• [INPUT DATA]:
::::

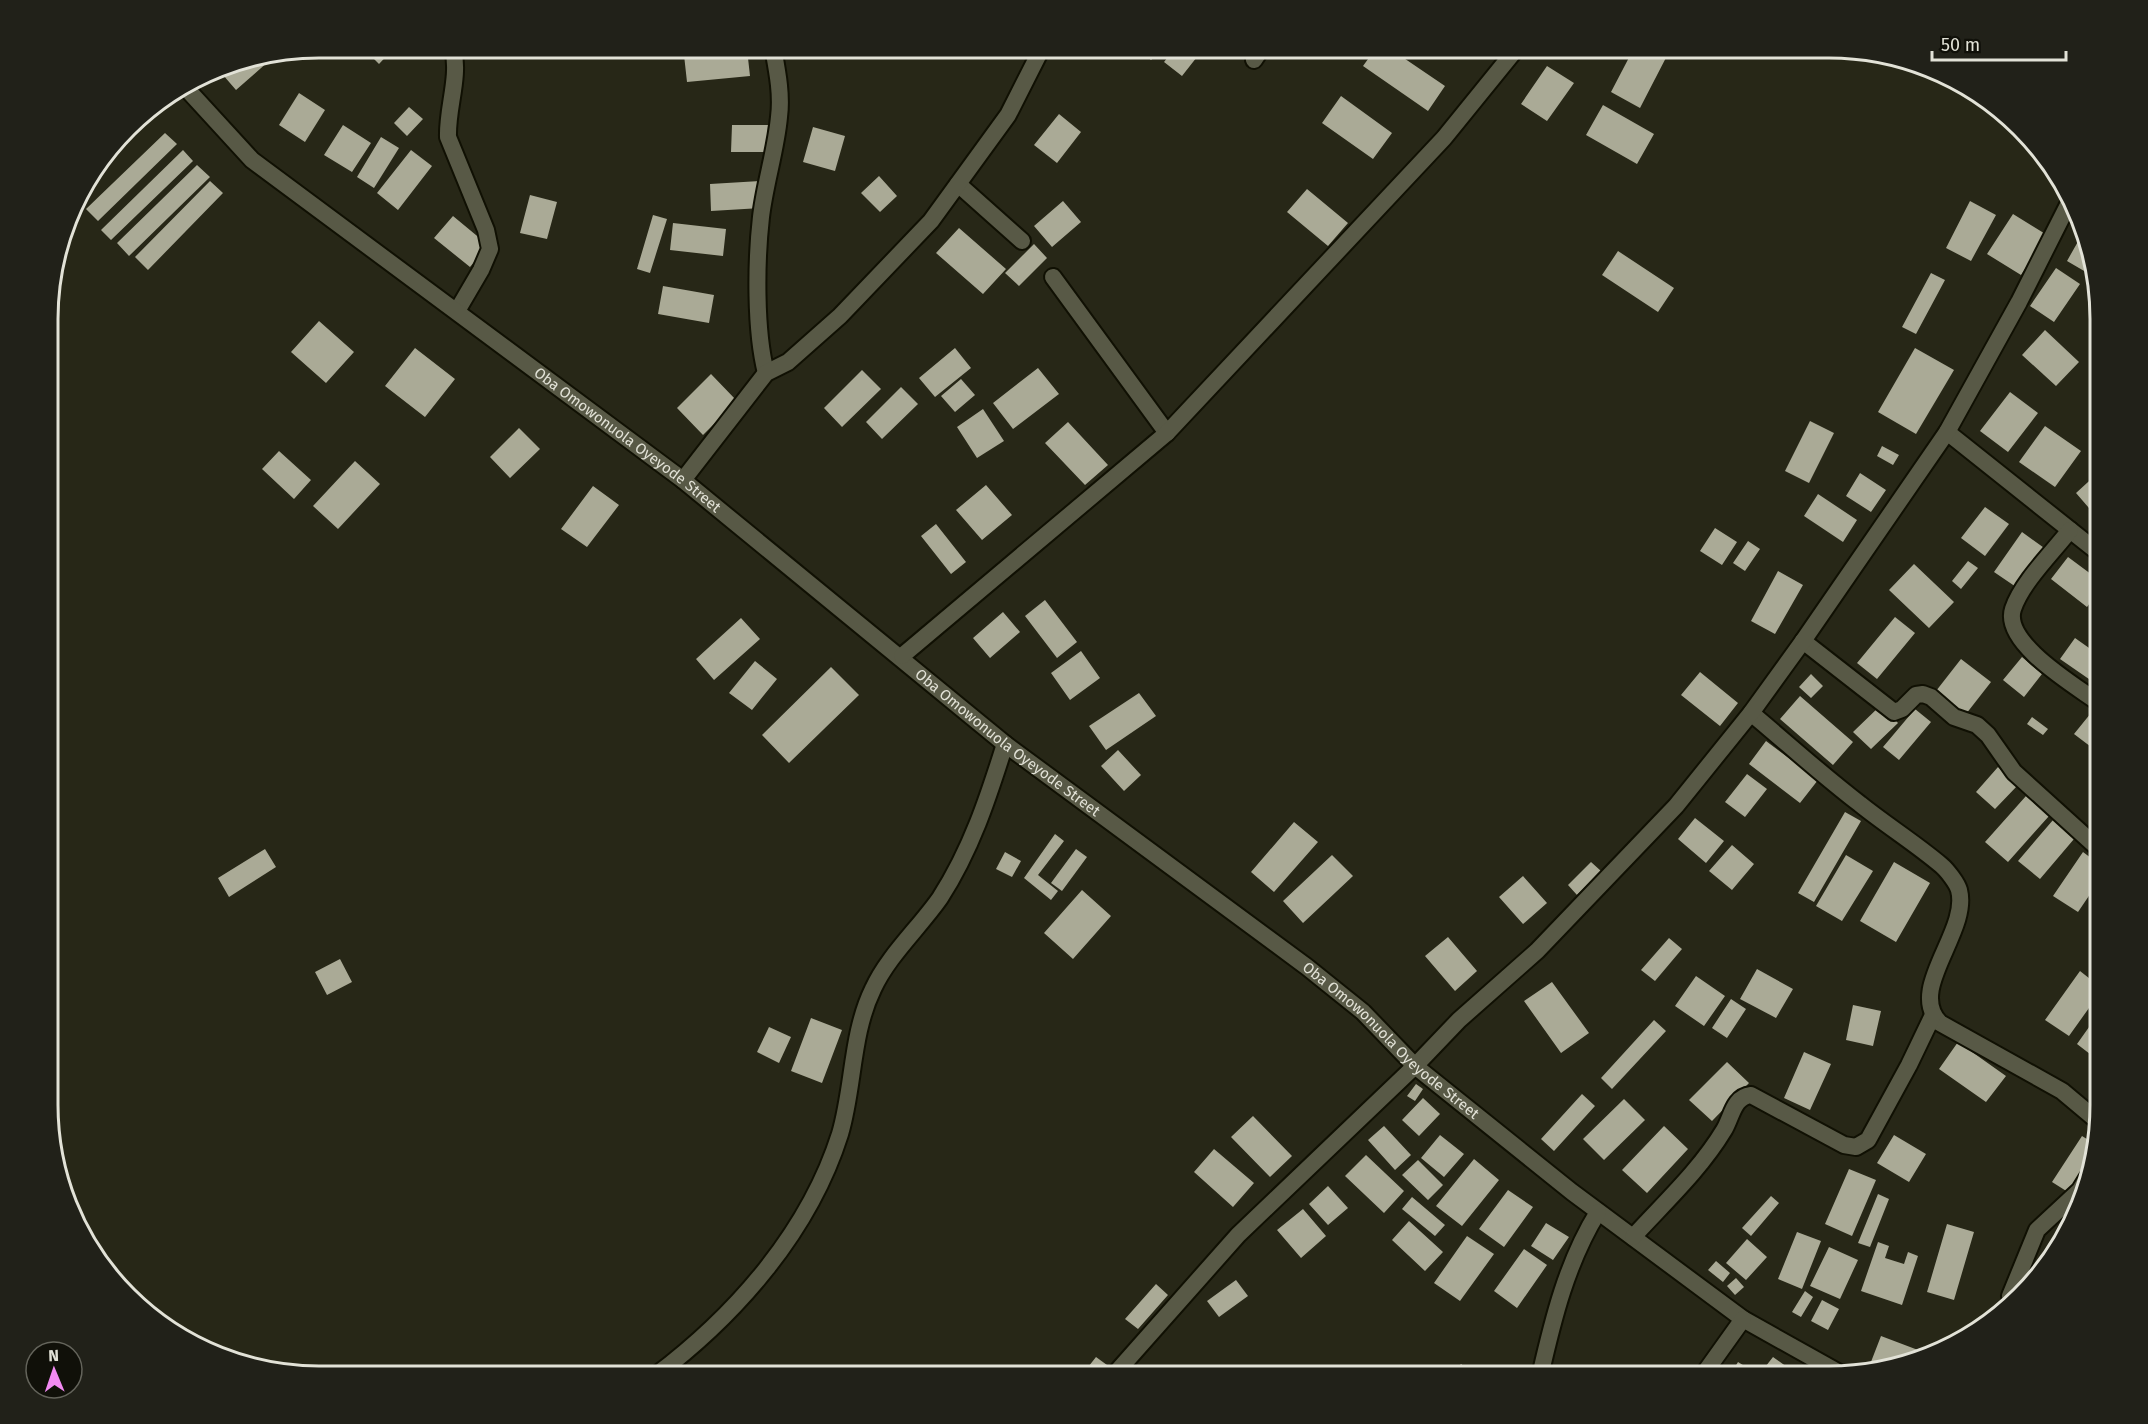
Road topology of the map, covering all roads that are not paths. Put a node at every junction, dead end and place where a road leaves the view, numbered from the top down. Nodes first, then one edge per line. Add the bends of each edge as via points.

::::

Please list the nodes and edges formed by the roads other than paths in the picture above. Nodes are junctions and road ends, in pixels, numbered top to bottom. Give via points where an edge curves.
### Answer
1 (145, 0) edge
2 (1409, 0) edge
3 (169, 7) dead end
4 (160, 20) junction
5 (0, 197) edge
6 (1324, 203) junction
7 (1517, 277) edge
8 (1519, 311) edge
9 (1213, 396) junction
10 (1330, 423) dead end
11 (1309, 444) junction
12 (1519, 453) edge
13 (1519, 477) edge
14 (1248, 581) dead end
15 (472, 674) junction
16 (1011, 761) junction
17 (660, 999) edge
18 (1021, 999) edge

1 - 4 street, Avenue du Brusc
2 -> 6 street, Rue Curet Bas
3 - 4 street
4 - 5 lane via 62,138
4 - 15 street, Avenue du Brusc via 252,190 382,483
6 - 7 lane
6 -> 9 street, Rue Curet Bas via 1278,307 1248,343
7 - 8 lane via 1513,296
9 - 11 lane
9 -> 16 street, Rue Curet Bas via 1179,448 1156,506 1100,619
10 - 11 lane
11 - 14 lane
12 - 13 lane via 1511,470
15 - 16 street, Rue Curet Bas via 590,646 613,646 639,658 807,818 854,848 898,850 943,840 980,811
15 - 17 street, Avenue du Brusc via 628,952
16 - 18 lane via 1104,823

::::

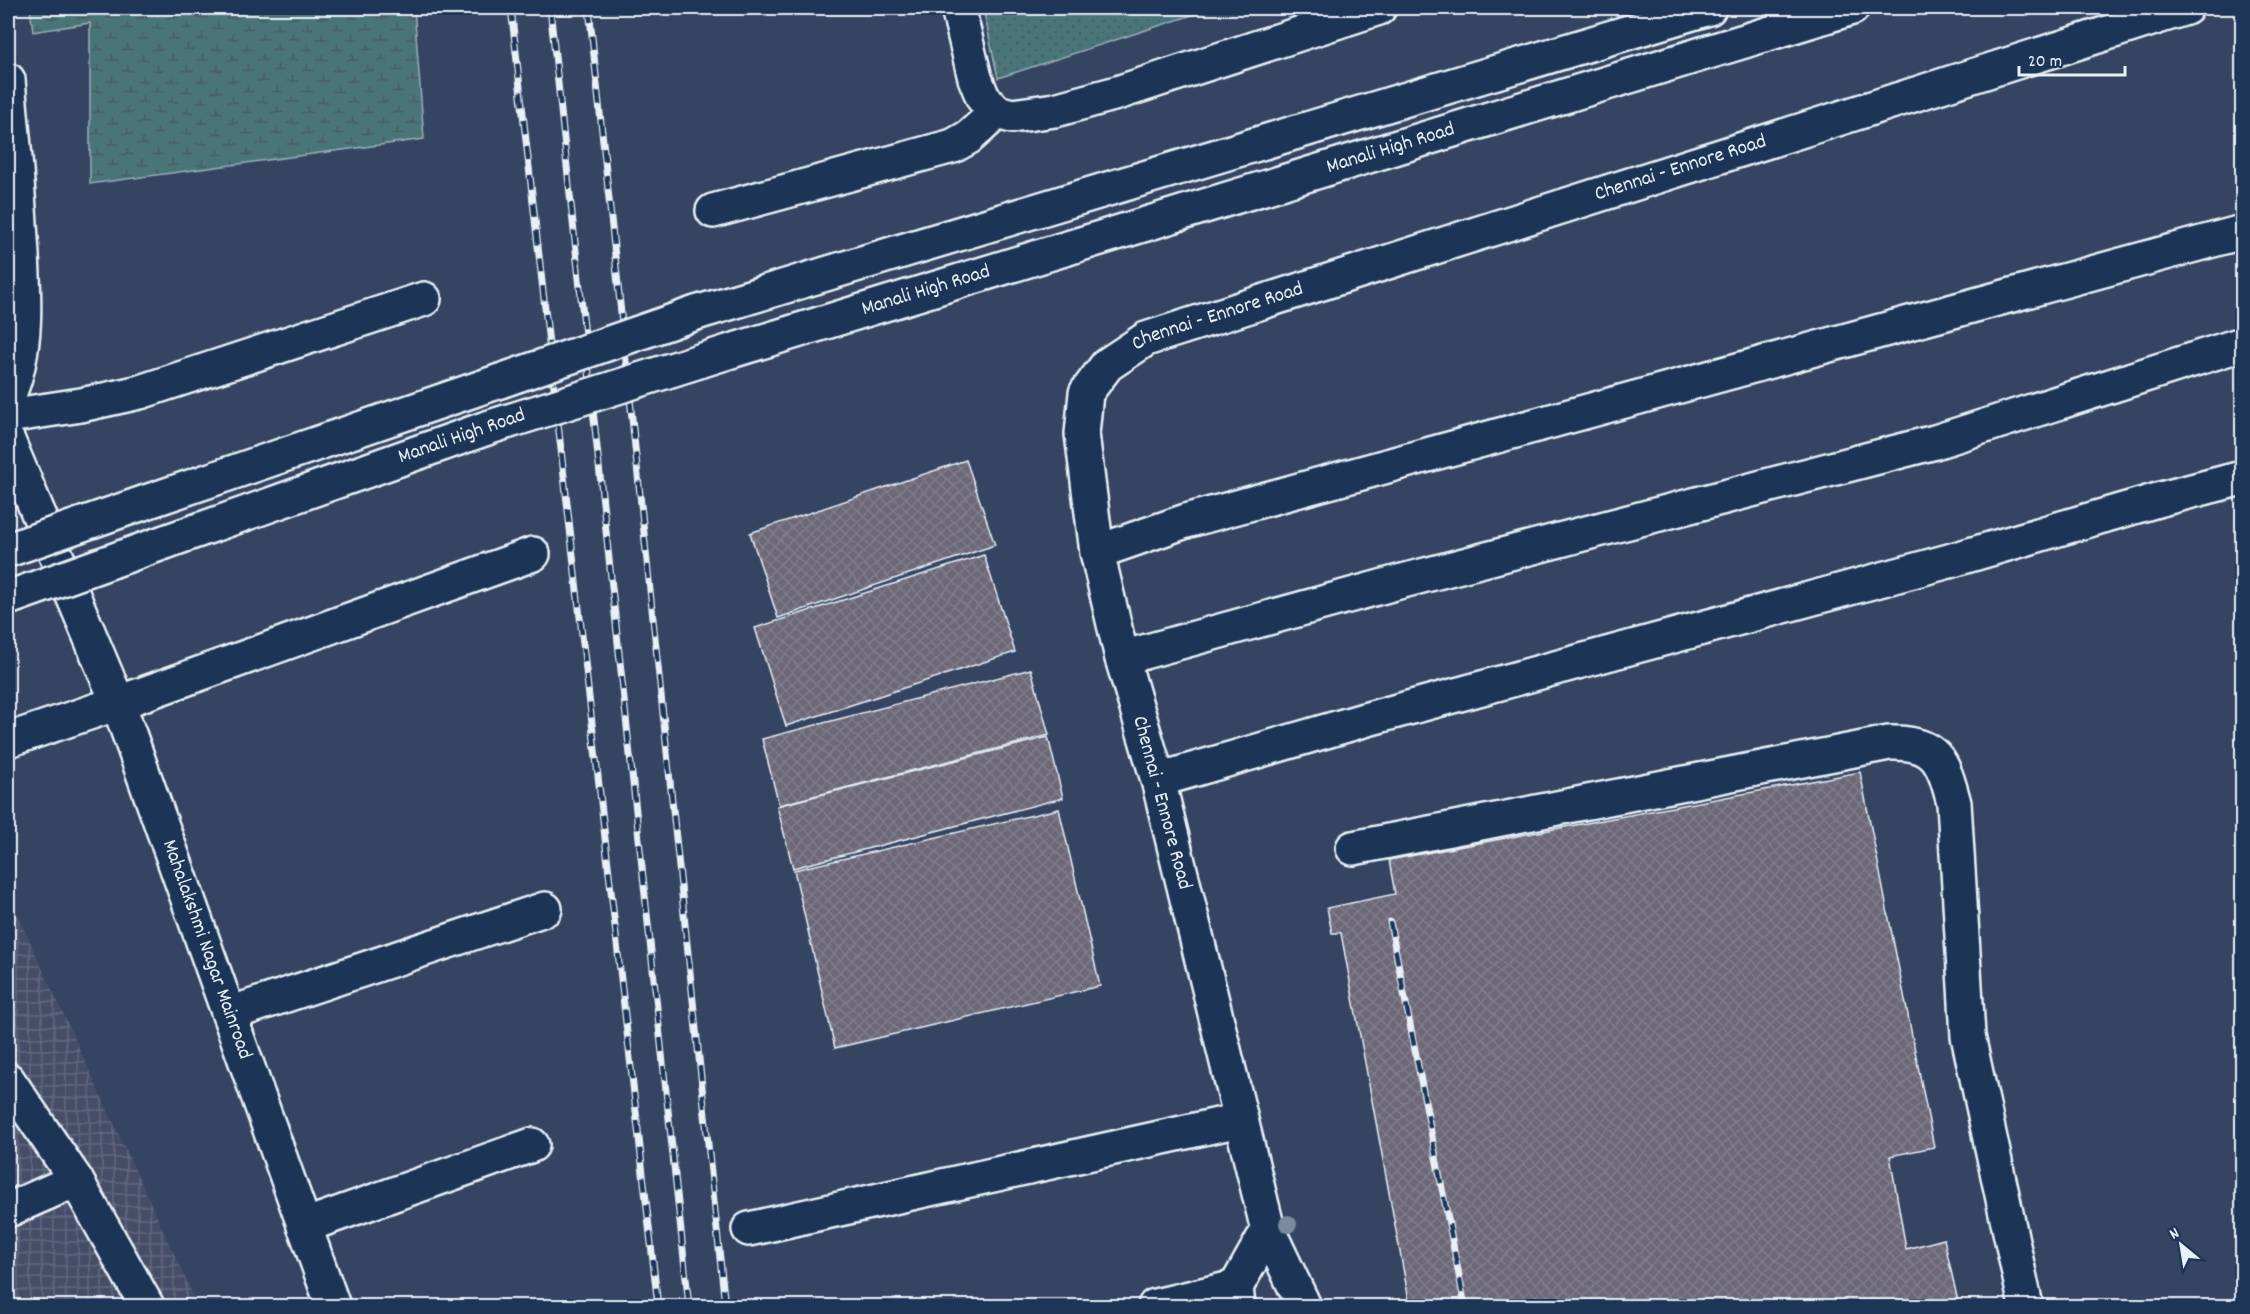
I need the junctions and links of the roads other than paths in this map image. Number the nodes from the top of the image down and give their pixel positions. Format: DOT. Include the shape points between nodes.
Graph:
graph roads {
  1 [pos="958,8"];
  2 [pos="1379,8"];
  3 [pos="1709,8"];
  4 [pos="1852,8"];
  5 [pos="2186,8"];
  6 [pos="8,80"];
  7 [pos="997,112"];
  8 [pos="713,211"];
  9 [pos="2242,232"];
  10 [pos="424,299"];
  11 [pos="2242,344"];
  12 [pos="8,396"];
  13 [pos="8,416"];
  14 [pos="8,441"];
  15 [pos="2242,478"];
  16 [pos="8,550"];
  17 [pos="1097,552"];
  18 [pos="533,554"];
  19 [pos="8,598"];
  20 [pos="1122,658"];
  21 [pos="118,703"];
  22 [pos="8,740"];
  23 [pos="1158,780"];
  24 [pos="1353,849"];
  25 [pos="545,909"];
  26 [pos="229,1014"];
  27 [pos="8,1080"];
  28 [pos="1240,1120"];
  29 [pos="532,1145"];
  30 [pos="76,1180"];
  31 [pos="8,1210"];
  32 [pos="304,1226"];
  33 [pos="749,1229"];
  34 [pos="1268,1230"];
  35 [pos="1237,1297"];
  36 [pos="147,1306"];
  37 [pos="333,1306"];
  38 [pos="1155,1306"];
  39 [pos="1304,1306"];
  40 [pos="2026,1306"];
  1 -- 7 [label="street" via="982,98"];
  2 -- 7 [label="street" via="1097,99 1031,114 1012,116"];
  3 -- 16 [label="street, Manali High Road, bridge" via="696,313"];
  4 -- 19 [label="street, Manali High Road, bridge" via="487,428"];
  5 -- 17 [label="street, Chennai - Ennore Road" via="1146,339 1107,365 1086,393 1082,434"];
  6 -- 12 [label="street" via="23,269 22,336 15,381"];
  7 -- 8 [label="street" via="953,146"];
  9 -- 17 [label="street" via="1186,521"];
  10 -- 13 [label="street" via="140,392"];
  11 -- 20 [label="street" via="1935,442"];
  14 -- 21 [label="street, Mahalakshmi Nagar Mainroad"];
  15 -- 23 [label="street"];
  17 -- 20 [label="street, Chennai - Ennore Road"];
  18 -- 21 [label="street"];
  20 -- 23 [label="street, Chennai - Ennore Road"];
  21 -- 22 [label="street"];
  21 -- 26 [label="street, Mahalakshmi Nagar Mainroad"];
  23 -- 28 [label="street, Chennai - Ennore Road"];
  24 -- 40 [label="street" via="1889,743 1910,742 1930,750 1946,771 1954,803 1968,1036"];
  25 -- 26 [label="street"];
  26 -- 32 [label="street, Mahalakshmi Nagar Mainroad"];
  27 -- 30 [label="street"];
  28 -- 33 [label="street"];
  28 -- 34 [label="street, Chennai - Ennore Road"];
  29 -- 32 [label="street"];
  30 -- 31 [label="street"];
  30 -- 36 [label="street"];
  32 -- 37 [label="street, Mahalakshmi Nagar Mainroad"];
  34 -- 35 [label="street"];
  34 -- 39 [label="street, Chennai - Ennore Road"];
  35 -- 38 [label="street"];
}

::::

In the listing above, find each line with the word "down" and return it.

Road topology of the map, covering all roads that are not paths. Put a node at every junction, dead end and place where a road leaves the view, numbered from the top down. Nodes first, then one edge per line. Add the bends of each edge as via points.
I need the junctions and links of the roads other than paths in this map image. Number the nodes from the top of the image down and give their pixel positions. Format: DOT. Include the shape points between nodes.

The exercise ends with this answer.